Não quero concluir esta nota sem referir que as minhas obras preferidas entre as realizadas por José Fonseca e Costa e que considero aliás grandes filmes da cinematografia portuguesa, são o já citado "O Recado" (72), "Kilas, o Mau da Fita" (80), "Sem Sombra de Pecado" (83), "A Balada da Praia dos Cães" 

(adaptando o romance homónimo de José Cardoso Pires) (87), "Cinco Dias Cinco Noites" (adaptação da novela homónima de Manuel Tiago, pseudónimo de Álvaro Cunhal) (96) e não esquecendo uma obra injustamente esquecida, mas que Jorge Leitão Ramos citou, que é "Viúva Rica Solteira Não Fica" (2006), filme de que gostei muito a quando da estreia, apesar das reticências da maior parte da crítica. 

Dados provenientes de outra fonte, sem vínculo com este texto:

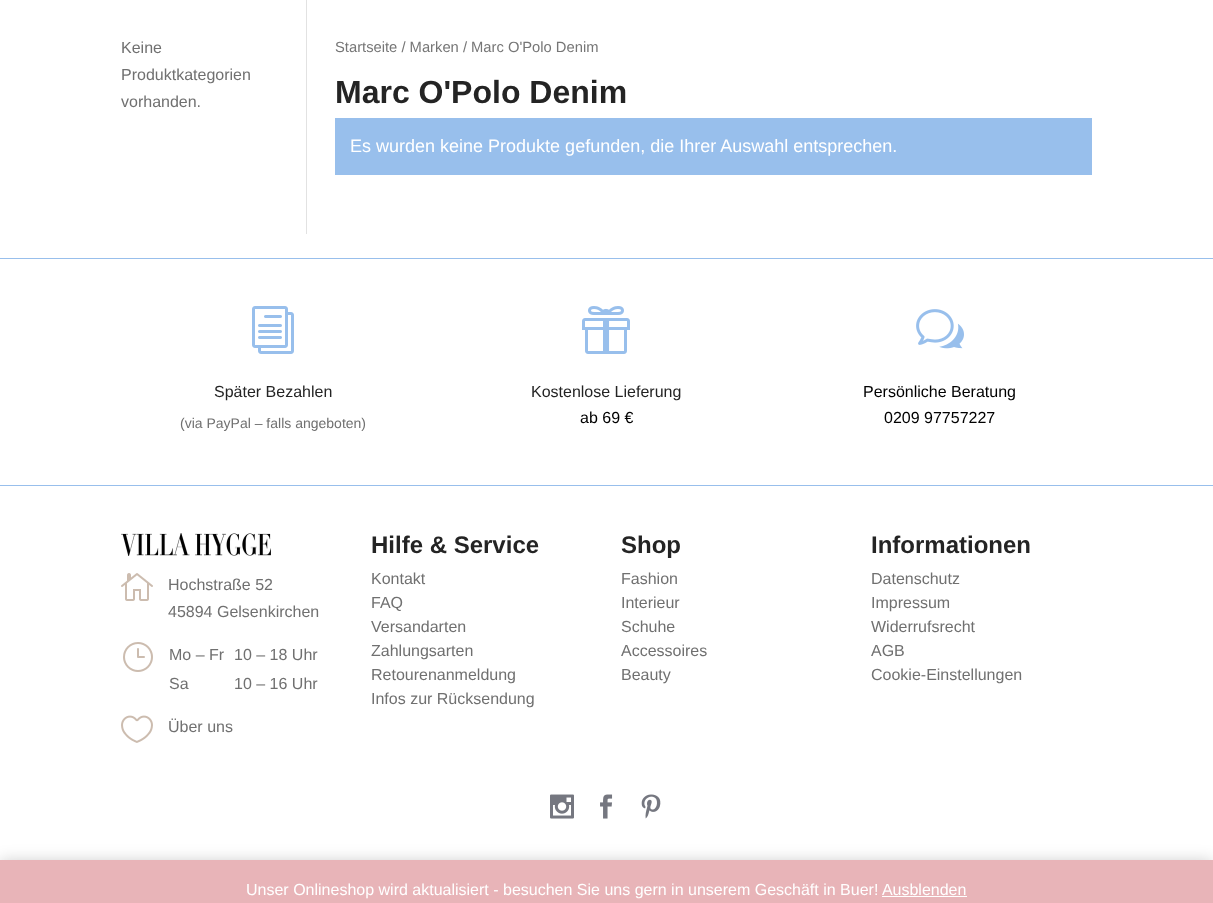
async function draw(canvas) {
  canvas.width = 1213
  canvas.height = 903
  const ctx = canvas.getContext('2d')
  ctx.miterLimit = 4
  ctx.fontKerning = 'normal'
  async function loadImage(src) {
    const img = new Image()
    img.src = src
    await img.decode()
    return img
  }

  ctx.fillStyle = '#fff'
  ctx.fillRect(0, 0, 1213, 903)
  ctx.fillStyle = '#e2e2e2'
  ctx.fillRect(306, 0, 1, 234)
  ctx.font = '16px Liberation Sans'
  ctx.fillStyle = '#707070'
  ctx.fillText('Keine', 121, 53)
  ctx.fillText('Produktkategorien', 121, 80)
  ctx.fillText('vorhanden.', 121, 107)
  ctx.font = '14.75px Liberation Sans'
  ctx.fillStyle = '#767676'
  ctx.fillText('Startseite / Marken / Marc O\'Polo Denim', 335, 52)
  ctx.font = 'bold 32px Liberation Sans'
  ctx.fillStyle = '#242424'
  ctx.fillText('Marc O\'Polo Denim', 335, 103)
  ctx.fillStyle = '#98bfec'
  ctx.fillRect(335, 118, 757, 57)
  ctx.font = '18px Liberation Sans'
  ctx.fillStyle = '#fff'
  ctx.fillText('Es wurden keine Produkte gefunden, die Ihrer Auswahl entsprechen.', 350, 152)
  ctx.fillStyle = '#98bfec'
  ctx.fillRect(0, 258, 1213, 1)
  ctx.drawImage(await loadImage('image0.png'), 252, 306, 42, 48)
  ctx.font = '16px Liberation Sans'
  ctx.fillStyle = '#242424'
  ctx.fillText('Später Bezahlen', 214, 397)
  ctx.font = '14px Liberation Sans'
  ctx.fillStyle = '#707070'
  ctx.fillText('(via PayPal – falls angeboten)', 180, 428)
  ctx.drawImage(await loadImage('image1.png'), 582, 306, 48, 48)
  ctx.font = '16px Liberation Sans'
  ctx.fillStyle = '#242424'
  ctx.fillText('Kostenlose Lieferung', 531, 397)
  ctx.fillStyle = '#000'
  ctx.fillText('ab 69 €', 580, 423)
  ctx.drawImage(await loadImage('image2.png'), 916, 309, 48, 40)
  ctx.fillText('Persönliche Beratung', 863, 397)
  ctx.fillText('0209 97757227', 884, 423)
  ctx.fillStyle = '#98bfec'
  ctx.fillRect(0, 485, 1213, 1)
  ctx.drawImage(await loadImage('image3.png'), 121, 533, 150, 23)
  ctx.drawImage(await loadImage('image4.png'), 121, 573, 32, 28)
  ctx.fillStyle = '#707070'
  ctx.fillText('Hochstraße 52', 168, 590)
  ctx.fillText('45894 Gelsenkirchen', 168, 617)
  ctx.drawImage(await loadImage('image5.png'), 123, 642, 30, 30)
  ctx.fillText('Mo – Fr', 169, 660)
  ctx.fillText('10 – 18 Uhr', 234, 660)
  ctx.fillText('Sa', 169, 689)
  ctx.fillText('10 – 16 Uhr', 234, 689)
  ctx.drawImage(await loadImage('image6.png'), 121, 715, 32, 28)
  ctx.fillText('Über uns', 168, 732)
  ctx.font = 'bold 24px Liberation Sans'
  ctx.fillStyle = '#242424'
  ctx.fillText('Hilfe & Service', 371, 553)
  ctx.font = '16px Liberation Sans'
  ctx.fillStyle = '#707070'
  ctx.fillText('Kontakt', 371, 584)
  ctx.fillText('FAQ', 371, 608)
  ctx.fillText('Versandarten', 371, 632)
  ctx.fillText('Zahlungsarten', 371, 656)
  ctx.fillText('Retourenanmeldung', 371, 680)
  ctx.fillText('Infos zur Rücksendung', 371, 704)
  ctx.font = 'bold 24px Liberation Sans'
  ctx.fillStyle = '#242424'
  ctx.fillText('Shop', 621, 553)
  ctx.font = '16px Liberation Sans'
  ctx.fillStyle = '#707070'
  ctx.fillText('Fashion', 621, 584)
  ctx.fillText('Interieur', 621, 608)
  ctx.fillText('Schuhe', 621, 632)
  ctx.fillText('Accessoires', 621, 656)
  ctx.fillText('Beauty', 621, 680)
  ctx.font = 'bold 24px Liberation Sans'
  ctx.fillStyle = '#242424'
  ctx.fillText('Informationen', 871, 553)
  ctx.font = '16px Liberation Sans'
  ctx.fillStyle = '#707070'
  ctx.fillText('Datenschutz', 871, 584)
  ctx.fillText('Impressum', 871, 608)
  ctx.fillText('Widerrufsrecht', 871, 632)
  ctx.fillText('AGB', 871, 656)
  ctx.fillText('Cookie-Einstellungen', 871, 680)
  ctx.drawImage(await loadImage('image7.png'), 550, 794, 24, 25)
  ctx.drawImage(await loadImage('image8.png'), 600, 794, 13, 25)
  ctx.drawImage(await loadImage('image9.png'), 641, 794, 20, 25)
  ctx.fillStyle = '#00000033'
  ctx.filter = 'blur(8px)'
  ctx.beginPath()
  ctx.rect(0, 861, 1213, 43)
  ctx.fill()
  ctx.filter = 'none'
  ctx.fillStyle = '#e8b4b8'
  ctx.fillRect(0, 860, 1213, 43)
  ctx.fillStyle = '#fff'
  ctx.fillText('Unser Onlineshop wird aktualisiert - besuchen Sie uns gern in unserem Geschäft in Buer! Ausblenden', 246, 895)
  ctx.fillRect(882, 896, 85, 1)
}

draw(document.querySelector('canvas'))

E, na segunda parte deste evento cultural, surgiu o excepcional momento musical com o concerto dado por um dos maiores nomes da actual Música Portuguesa, Camané. Foi brilhante em várias interpretações do seu magnífico repertório. É que não é só a voz que é de superior qualidade, são também os textos dos seus fados e canções que são muito interessantes. Foi um fecho para o qual é difícil arranjar palavras, dada a sua enorme qualidade artística.

Obrigado, ao Intervalo Grupo de Teatro e a todos os que o compõem, por mais esta noite memorável.